What is Unitarian Universalism?

Unitarian Universalism creates change: in ourselves, and in the world.

Seven days a week, UUs live their faith by doing. Whether in community with others or as an individual, we know that active, tangible expressions of love, justice, and peace are what make a difference.

Unitarian Universalist congregations are committed to Seven Principles that include the worth of each person, the need for justice and compassion, and the right to choose one’s own beliefs.  Our congregations and faith communities promote these principles through regular worship, learning and personal growth, shared connection and care, social justice and service, celebration of life’s transitions, and much more.

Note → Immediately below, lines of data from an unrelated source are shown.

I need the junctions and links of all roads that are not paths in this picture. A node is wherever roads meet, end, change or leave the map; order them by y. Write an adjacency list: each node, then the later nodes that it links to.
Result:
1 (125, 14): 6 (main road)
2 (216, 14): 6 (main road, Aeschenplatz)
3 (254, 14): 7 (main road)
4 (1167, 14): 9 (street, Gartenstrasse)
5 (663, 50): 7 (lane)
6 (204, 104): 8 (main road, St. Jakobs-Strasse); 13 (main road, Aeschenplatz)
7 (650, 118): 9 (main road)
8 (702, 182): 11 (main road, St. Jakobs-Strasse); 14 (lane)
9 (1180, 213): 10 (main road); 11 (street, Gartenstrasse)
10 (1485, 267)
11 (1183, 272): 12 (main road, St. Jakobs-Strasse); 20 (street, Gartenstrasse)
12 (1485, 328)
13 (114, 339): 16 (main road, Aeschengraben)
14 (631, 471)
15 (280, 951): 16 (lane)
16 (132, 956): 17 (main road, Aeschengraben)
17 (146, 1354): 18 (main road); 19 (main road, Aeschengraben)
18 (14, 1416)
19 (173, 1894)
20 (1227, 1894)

Our faith tradition is diverse and inclusive. We grew from the union of two radical Christian groups: The Universalists, who organized in 1793, and the Unitarians, who organized in 1825. They joined to become the UUA in 1961. Both groups trace their roots in North America to the early Massachusetts settlers and the Framers of the Constitution. Across the globe, our legacy reaches back centuries to liberal religious pioneers in England, Poland, and Transylvania. Today, Unitarian Universalists include people of many beliefs who share UU values of peace, love, and understanding. We are creators of positive change in people and in the world.


Unitarian Universalist are united in our broad and inclusive outlook, and in our values as expressed in our Eight Principles. We are united in shared experiences; open worship services; our work for social justice; our work to include the marginalized; our expressions of love.

Together we unite to create a Beloved Community.


UUCSF adopted the 8th principle at its June 2021annual meeting. The UU 8th Principle states:

“We, the member congregations of the Unitarian Universalist Association, covenant to affirm and promote: journeying toward spiritual wholeness by working to build a diverse multicultural Beloved Community by our actions that accountably dismantle racism and other oppressions in ourselves and our institutions.”

We live out these Principles within a “living tradition” of wisdom and spirituality drawn from sources as diverse as science, poetry, scripture, and personal experience.  The Six Sources our congregations affirm and promote:

  • Direct experience of that transcending mystery and wonder, affirmed in all cultures, which moves us to a renewal of the spirit and an openness to the forces which create and uphold life;
  • Words and deeds of prophetic people which challenge us to confront powers and structures of evil with justice, compassion, and the transforming power of love;
  • Wisdom from the world’s religions which inspires us in our ethical and spiritual life;
  • Jewish and Christian teachings which call us to respond to God’s love by loving our neighbors as ourselves;
  • Humanist teachings which counsel us to heed the guidance of reason and the results of science, and warn us against idolatries of the mind and spirit;
  • Spiritual teachings of Earth-centered traditions which celebrate the sacred circle of life and instruct us to live in harmony with the rhythms of nature.


“We Need a Religion” By Scott Alexander

In a world with so much hatred and violence,
We need a religion that proclaims the inherent worth and dignity of every person.
In a world with so much brutality and fear,
We need a religion that seeks justice, equity, and compassion in human relations.
In a world with so many persons abused and neglected,
We need a religion that calls us to accept one another and encourage one another to spiritual growth.
In a world with so much tyranny and oppression,
We need a religion that affirms the right and conscience and the use of the democratic process.
In a world with so much inequity and strife,
We need a religion that strives toward the goal of world community with peace, liberty, and justice for all.
In a world with so much environmental degradation,
We need a religion that advocates respect for the interdependent web of all existence of which we are a part.
In a world with so much uncertainty and despair,
We need a religion that teaches our hearts to hope, and our hands to care.